[Start of Attachment]

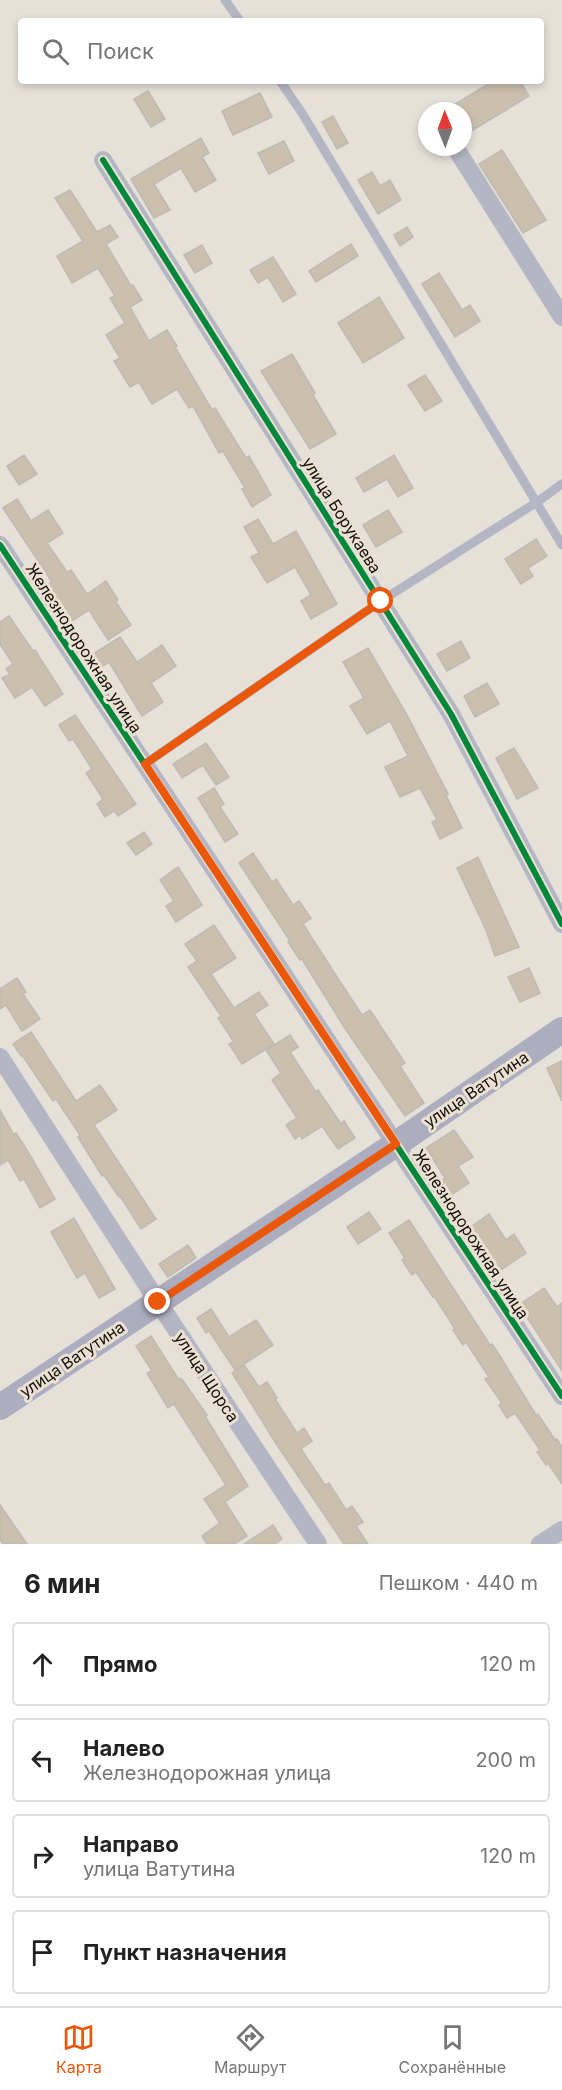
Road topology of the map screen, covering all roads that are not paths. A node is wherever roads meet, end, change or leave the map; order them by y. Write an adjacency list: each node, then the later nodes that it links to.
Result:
1 (225, 0): 2 (lane)
2 (238, 18)
3 (282, 84): 8 (lane)
4 (461, 156): 6 (street)
5 (104, 160): 11 (street, улица Борукаева)
6 (562, 317)
7 (562, 484): 8 (lane)
8 (537, 502): 10 (lane); 11 (lane)
9 (0, 545): 12 (street, Железнодорожная улица)
10 (562, 545)
11 (381, 601): 12 (lane); 13 (street, улица Борукаева)
12 (145, 764): 16 (street, Железнодорожная улица)
13 (562, 924)
14 (562, 1030): 16 (street, улица Ватутина)
15 (0, 1057): 17 (street, улица Щорса)
16 (396, 1144): 17 (street, улица Ватутина); 18 (street, Железнодорожная улица)
17 (158, 1302): 19 (street, улица Ватутина); 21 (street, улица Щорса)
18 (562, 1396)
19 (0, 1407)
20 (562, 1530): 22 (street)
21 (318, 1544)
22 (540, 1544)

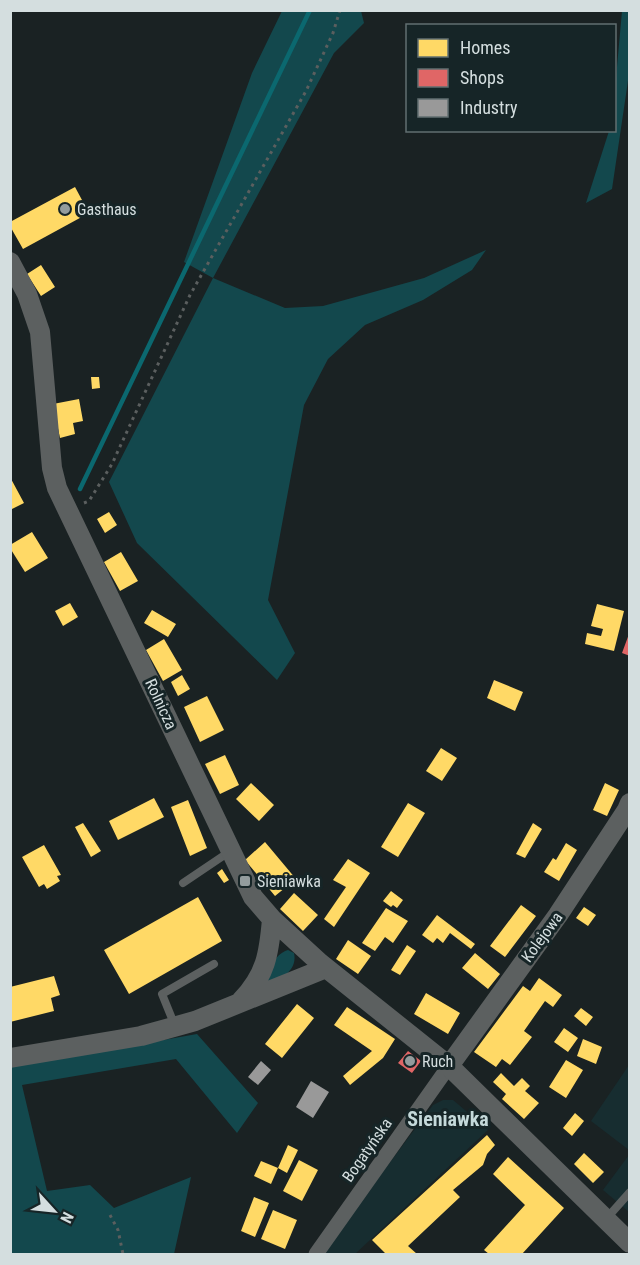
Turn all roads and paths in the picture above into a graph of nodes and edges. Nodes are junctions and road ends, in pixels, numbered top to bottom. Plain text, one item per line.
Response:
1 (340, 10) edge
2 (10, 262) edge
3 (69, 510) junction
4 (630, 803) edge
5 (230, 851) junction
6 (183, 883) dead end
7 (272, 919) junction
8 (213, 964) dead end
9 (326, 968) junction
10 (237, 1005) junction
11 (175, 1026) junction
12 (10, 1058) edge
13 (449, 1066) junction
14 (630, 1192) edge
15 (110, 1215) dead end
16 (605, 1220) junction
17 (630, 1244) edge
18 (123, 1254) edge
19 (316, 1254) edge

1 - 3 path
2 - 3 street, Rolnicza
3 - 5 street, Rolnicza
4 - 13 street, Kolejowa
5 - 6 lane
5 - 7 street, Rolnicza
7 - 9 street, Rolnicza
7 - 10 street
8 - 11 lane
9 - 10 street
9 - 13 street, Rolnicza
10 - 11 street
11 - 12 street
13 - 16 street, Rolnicza
13 - 19 street, Bogatyńska
14 - 16 lane
15 - 18 path
16 - 17 street, Rolnicza

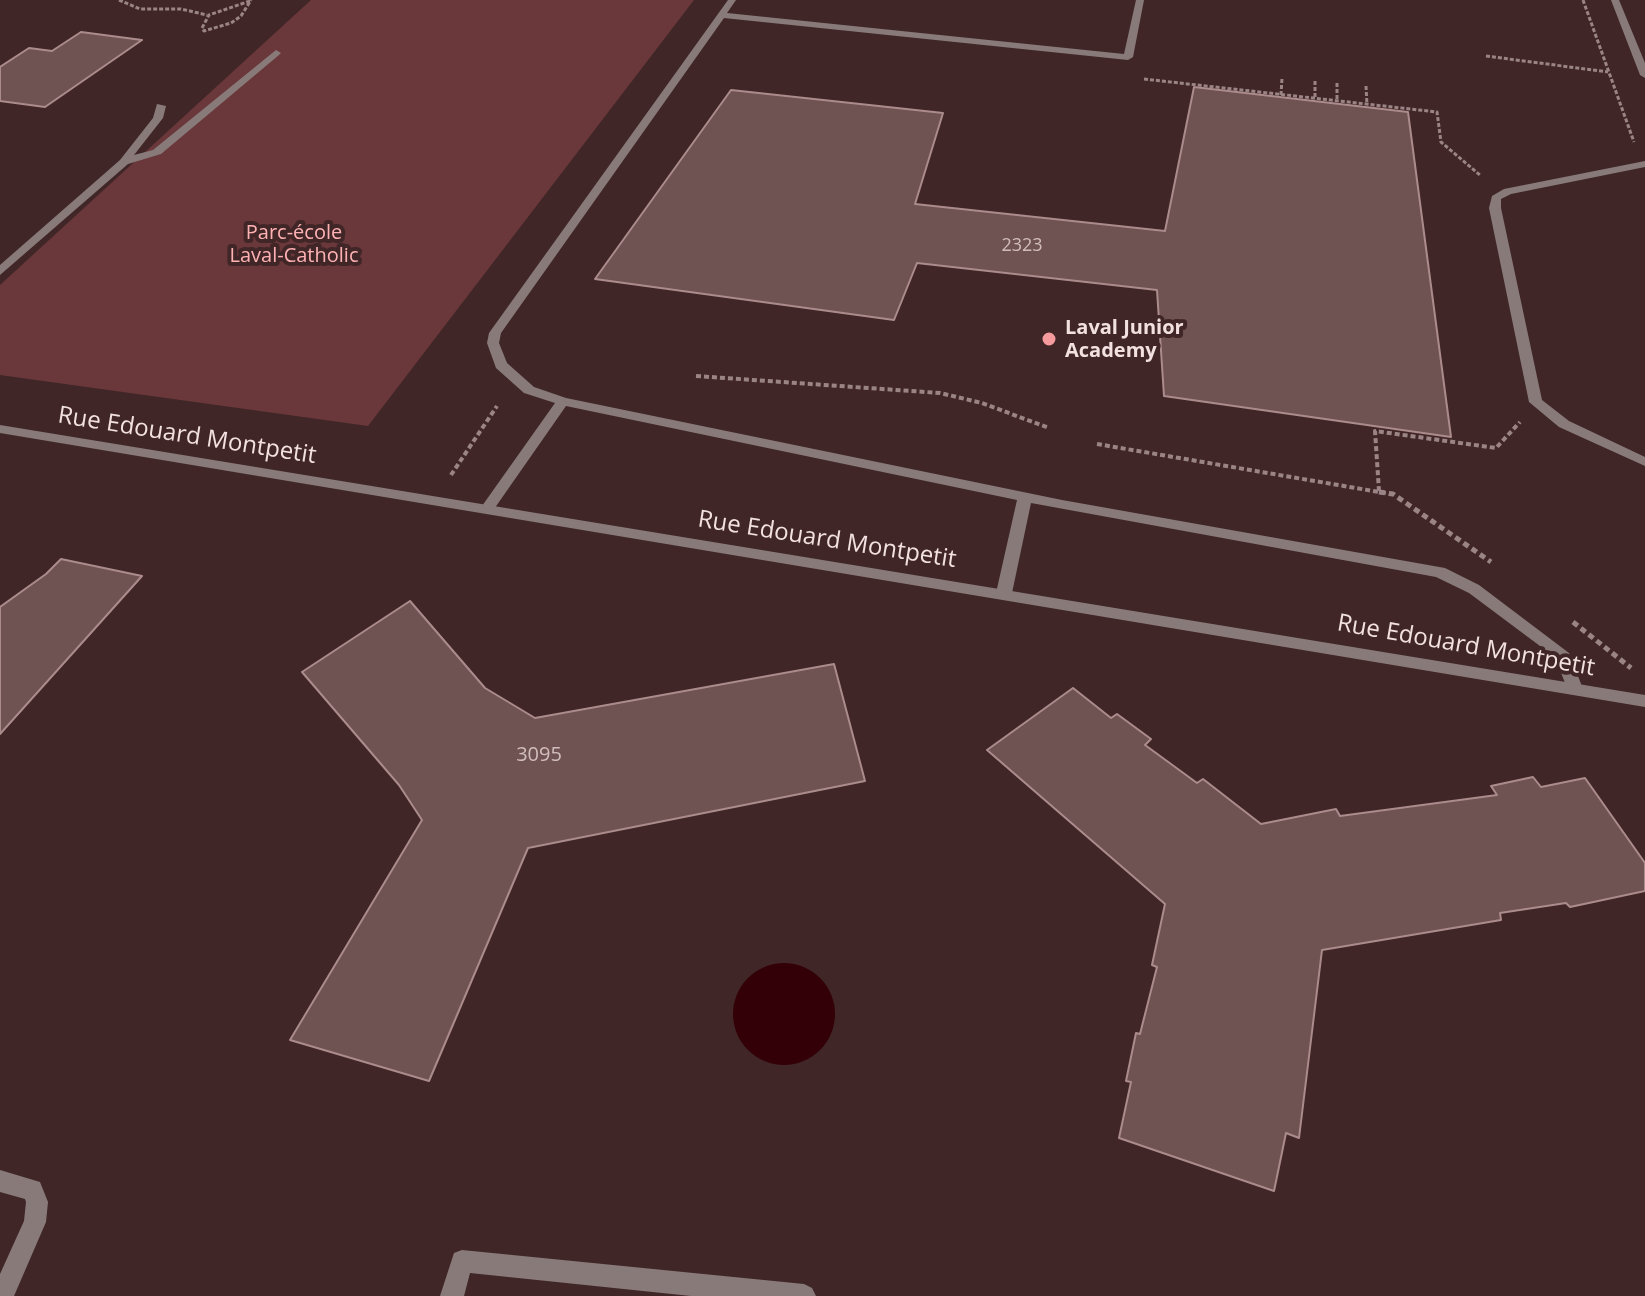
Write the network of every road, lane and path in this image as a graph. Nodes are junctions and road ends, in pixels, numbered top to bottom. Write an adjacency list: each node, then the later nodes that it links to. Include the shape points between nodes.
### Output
1 (119, 0): 8 (path, via 140,9 181,9)
2 (732, 0): 7 (street)
3 (1140, 0): 7 (street, via 1128,57)
4 (1583, 0): 11 (path)
5 (1615, 0): 12 (street)
6 (251, 1): 8 (path); 8 (path, via 236,19 204,31 201,25)
7 (722, 15): 28 (street, via 495,333 501,365 529,390)
8 (208, 16)
9 (276, 53): 24 (street, via 195,125 157,152)
10 (1486, 56): 11 (path)
11 (1608, 72): 23 (path)
12 (1645, 75)
13 (1282, 78): 18 (path)
14 (1315, 81): 19 (path)
15 (1158, 83): 18 (path)
16 (1337, 83): 20 (path)
17 (1366, 86): 21 (path)
18 (1281, 95): 19 (path)
19 (1315, 99): 20 (path)
20 (1337, 102): 21 (path)
21 (1367, 105): 25 (path, via 1437,112 1441,142)
22 (161, 106): 24 (street, via 158,118)
23 (1642, 159): 34 (street, via 1508,191 1496,198 1495,208 1536,402 1564,424)
24 (124, 162): 26 (street)
25 (1489, 182)
26 (0, 271)
27 (696, 376): 31 (path, via 940,393)
28 (563, 401): 37 (street); 38 (street)
29 (497, 406): 35 (path)
30 (1521, 421): 36 (path, via 1496,448 1375,431)
31 (1049, 428)
32 (0, 429): 38 (street, Rue Edouard Montpetit)
33 (1097, 444): 36 (path)
34 (1645, 462)
35 (450, 476)
36 (1379, 491): 39 (path, via 1408,501)
37 (1025, 497): 40 (street); 43 (street, via 1440,572 1474,589 1550,645 1563,657)
38 (487, 509): 40 (street, Rue Edouard Montpetit)
39 (1492, 563)
40 (1004, 593): 43 (street, Rue Edouard Montpetit)
41 (1565, 616): 42 (path)
42 (1632, 668)
43 (1575, 689): 44 (street, Rue Edouard Montpetit)
44 (1645, 701)
45 (0, 1181): 46 (street, via 32,1190 37,1202 35,1222)
46 (2, 1296)
47 (452, 1296): 48 (street, via 462,1261)
48 (804, 1296)

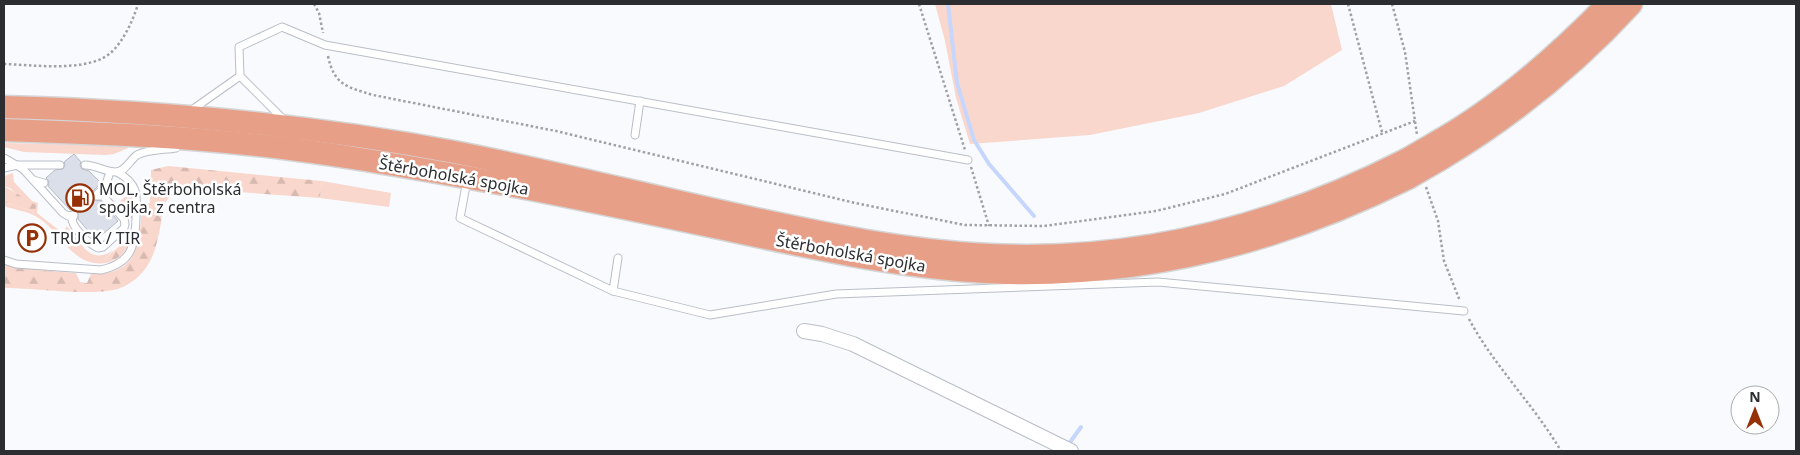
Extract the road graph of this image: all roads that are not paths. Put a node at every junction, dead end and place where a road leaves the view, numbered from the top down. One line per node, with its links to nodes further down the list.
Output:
1 (1608, 4): 11 (highway, Štěrboholská spojka)
2 (1631, 4): 11 (highway, Štěrboholská spojka)
3 (240, 76): 4 (lane); 6 (lane); 7 (lane)
4 (640, 101): 9 (lane); 13 (lane)
5 (4, 107): 6 (highway, Štěrboholská spojka)
6 (184, 116): 7 (highway, Štěrboholská spojka)
7 (289, 126): 19 (highway, Štěrboholská spojka)
8 (4, 130): 10 (highway, Štěrboholská spojka)
9 (635, 135)
10 (224, 142): 18 (lane); 20 (highway, Štěrboholská spojka)
11 (1438, 151): 19 (highway, Štěrboholská spojka, bridge)
12 (4, 158): 14 (lane)
13 (968, 160)
14 (17, 165): 15 (lane); 17 (lane); 21 (lane)
15 (60, 165)
16 (85, 165): 18 (lane)
17 (4, 168)
18 (113, 173): 21 (lane); 22 (lane); 25 (lane)
19 (1414, 175): 20 (highway, Štěrboholská spojka)
20 (468, 178): 26 (lane)
21 (33, 180): 23 (lane)
22 (99, 180)
23 (44, 182)
24 (618, 258): 26 (lane)
25 (4, 260)
26 (613, 291): 27 (lane)
27 (1464, 311)
28 (804, 331): 29 (street)
29 (1071, 451)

[End of Attachment]

Exercise goal
Anywhere the listing shows the word "this", copy the full line.

Result
Write the network of every road, lane and path in this image as a graph. Nodes are junctions and road ends, in pixels, numbered top to bottom. Write an adjacency list: each node, then the later nodes that it links to. Include the shape points between nodes.
Extract the road graph of this image: all roads that are not paths. Put a node at every junction, dead end and place where a road leaves the view, numbered from the top down. One line per node, with its links to nodes further down the list.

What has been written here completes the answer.